● Your goal
What you give back should be only the lines from the one holding "Enumerate all labels, markers" through the final line of the records, each reproduced exactly.

[Data excerpts]
□ □ □

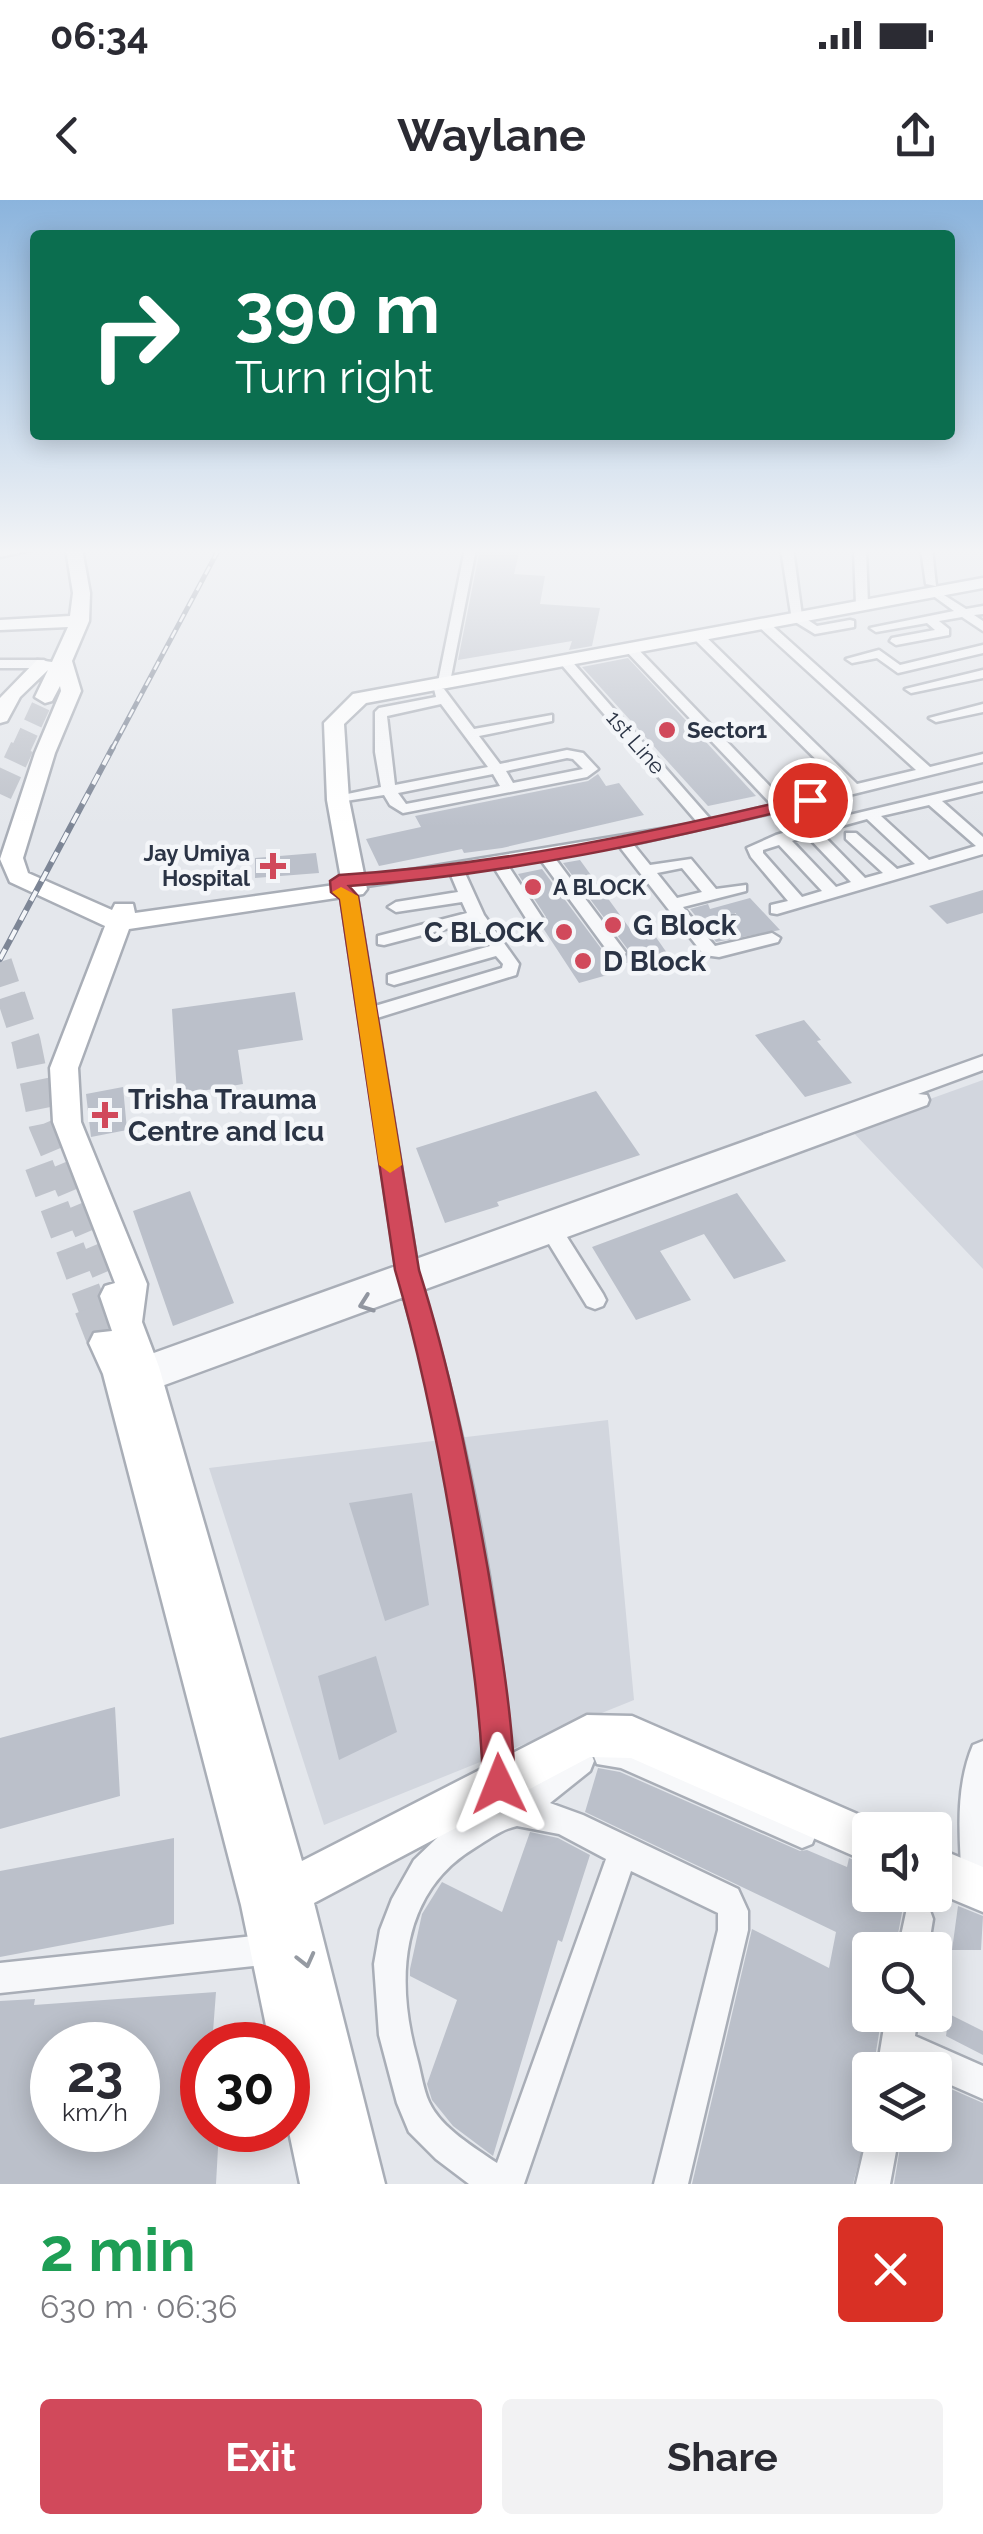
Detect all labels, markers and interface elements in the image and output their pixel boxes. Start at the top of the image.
text: 06:34 [50,13,149,58]
icon: back [40,108,95,163]
icon: share [888,108,943,163]
text: Waylane [397,109,586,162]
text: 390 m [235,267,440,349]
icon: right [70,270,200,400]
text: Turn right [235,351,433,404]
street label: 1st Line [601,705,671,779]
place label: Sector1 [687,717,767,743]
marker: Sector1 [656,719,678,741]
pin [768,758,853,843]
icon: arrive [783,773,838,828]
place label: Jay Umiya Hospital [144,840,251,891]
marker: Jay Umiya Hospital [260,853,286,879]
place label: A BLOCK [553,874,647,900]
marker: A BLOCK [522,876,544,898]
place label: G Block [633,909,737,942]
marker: G Block [602,914,624,936]
place label: C BLOCK [424,916,545,949]
marker: C BLOCK [553,921,575,943]
place label: D Block [603,945,706,978]
marker: D Block [572,950,594,972]
place label: Trisha Trauma Centre and Icu [128,1083,324,1148]
marker: Trisha Trauma Centre and Icu [92,1102,118,1128]
one-way arrow [359,1292,376,1313]
position arrow [447,1732,551,1836]
map controls [852,1812,952,2152]
button: sound [852,1812,952,1912]
button: search [852,1932,952,2032]
one-way arrow [295,1951,316,1968]
speed limit sign: 30 [180,2022,310,2152]
text: 23 [67,2045,123,2104]
button: layers [852,2052,952,2152]
text: km/h [62,2097,128,2127]
text: 2 min [40,2215,196,2285]
button: close [838,2217,943,2322]
text: 630 m · 06:36 [40,2288,237,2325]
button: Exit [40,2399,482,2514]
button: Share [502,2399,943,2514]

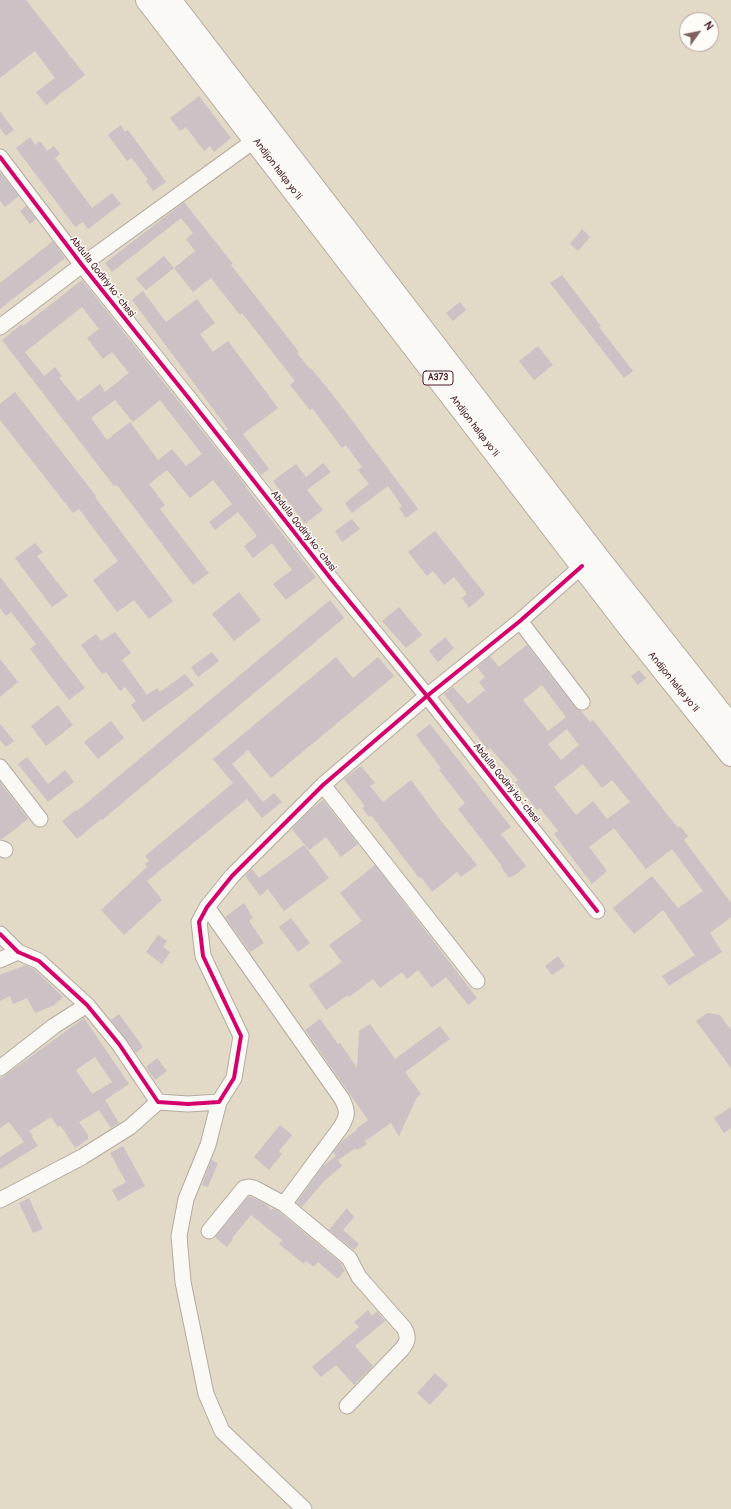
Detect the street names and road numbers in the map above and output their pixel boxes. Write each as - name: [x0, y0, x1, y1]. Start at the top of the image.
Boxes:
- street label: Andijon halqa yo‘li: [250, 136, 304, 202]
- street label: Abdulla Qodiriy koʻchasi: [67, 234, 137, 320]
- road number: A373: [423, 371, 453, 385]
- street label: Andijon halqa yo‘li: [447, 393, 501, 459]
- street label: Abdulla Qodiriy koʻchasi: [268, 488, 338, 574]
- street label: Andijon halqa yo‘li: [645, 649, 701, 715]
- street label: Abdulla Qodiriy koʻchasi: [470, 741, 542, 825]

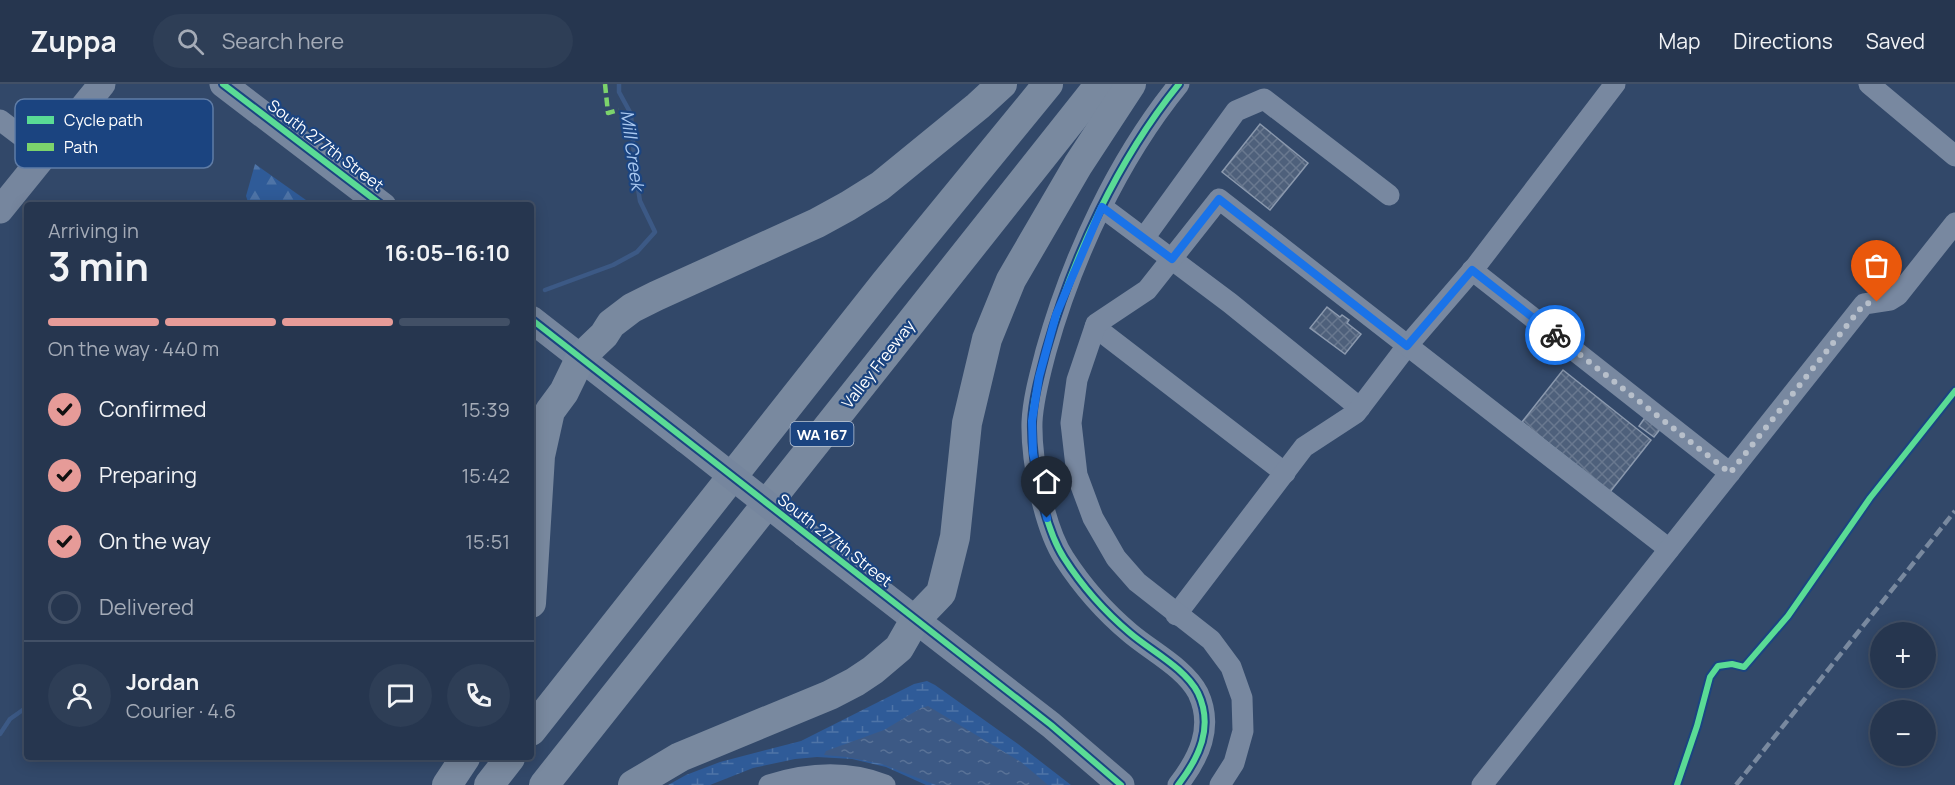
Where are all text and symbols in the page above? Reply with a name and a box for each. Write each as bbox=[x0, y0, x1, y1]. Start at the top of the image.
search box bbox=[153, 14, 573, 68]
text: Zuppa bbox=[30, 22, 117, 60]
icon: search bbox=[174, 25, 207, 58]
text: Search here bbox=[222, 26, 344, 56]
text: Map bbox=[1659, 27, 1700, 55]
text: Directions bbox=[1733, 27, 1833, 55]
text: Saved bbox=[1866, 27, 1925, 55]
street label: South 277th Street bbox=[264, 94, 388, 196]
legend bbox=[15, 99, 213, 168]
water label: Mill Creek bbox=[616, 108, 651, 195]
text: Cycle path bbox=[64, 109, 143, 131]
text: Path bbox=[64, 136, 98, 158]
text: Arriving in bbox=[48, 217, 139, 244]
text: 16:05–16:10 bbox=[385, 238, 510, 268]
text: 3 min bbox=[48, 239, 149, 293]
pin bbox=[1851, 240, 1902, 302]
icon: bag bbox=[1860, 249, 1893, 282]
courier bbox=[1525, 305, 1585, 365]
street label: Valley Freeway bbox=[836, 315, 920, 413]
icon: bike bbox=[1539, 319, 1572, 352]
text: On the way · 440 m bbox=[48, 335, 219, 362]
icon: check bbox=[48, 393, 81, 426]
text: Confirmed bbox=[99, 394, 207, 424]
text: 15:39 bbox=[461, 396, 510, 423]
road number: WA 167 bbox=[790, 422, 854, 446]
pin bbox=[1021, 456, 1072, 518]
icon: check bbox=[48, 459, 81, 492]
text: Preparing bbox=[99, 460, 197, 490]
text: 15:42 bbox=[461, 462, 510, 489]
icon: home bbox=[1030, 465, 1063, 498]
street label: South 277th Street bbox=[773, 488, 897, 592]
icon: check bbox=[48, 525, 81, 558]
text: On the way bbox=[99, 526, 211, 556]
text: 15:51 bbox=[465, 528, 510, 555]
text: Delivered bbox=[99, 592, 194, 622]
map controls bbox=[1870, 622, 1936, 766]
button: + bbox=[1870, 622, 1936, 688]
button: person bbox=[48, 664, 111, 727]
button: chat bbox=[369, 664, 432, 727]
button: phone bbox=[447, 664, 510, 727]
text: Jordan bbox=[126, 667, 199, 697]
text: Courier · 4.6 bbox=[126, 697, 236, 724]
button: − bbox=[1870, 700, 1936, 766]

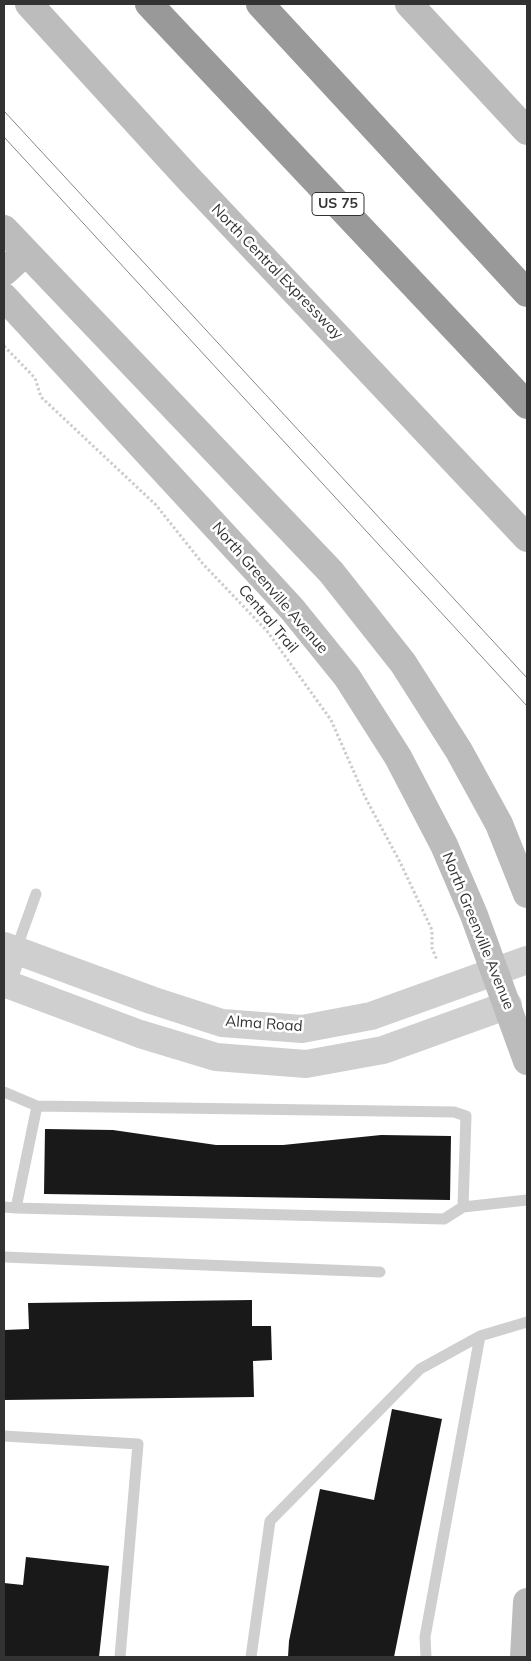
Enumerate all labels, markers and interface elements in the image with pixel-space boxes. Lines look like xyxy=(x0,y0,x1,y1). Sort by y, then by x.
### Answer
road number: US 75 xyxy=(312,192,364,215)
street label: North Central Expressway xyxy=(208,201,346,343)
street label: North Greenville Avenue xyxy=(208,519,332,657)
street label: Central Trail xyxy=(234,581,302,657)
street label: North Greenville Avenue xyxy=(438,850,518,1012)
street label: Alma Road xyxy=(225,1012,303,1036)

□ □ □

● Exercise output
Enumerate all labels, markers and interface elements in the image with pixel-space boxes. Lines look like xyxy=(x0,y0,x1,y1). Sort by y, then by x.
### Answer
road number: US 75 xyxy=(312,192,364,215)
street label: North Central Expressway xyxy=(208,201,346,343)
street label: North Greenville Avenue xyxy=(208,519,332,657)
street label: Central Trail xyxy=(234,581,302,657)
street label: North Greenville Avenue xyxy=(438,850,518,1012)
street label: Alma Road xyxy=(225,1012,303,1036)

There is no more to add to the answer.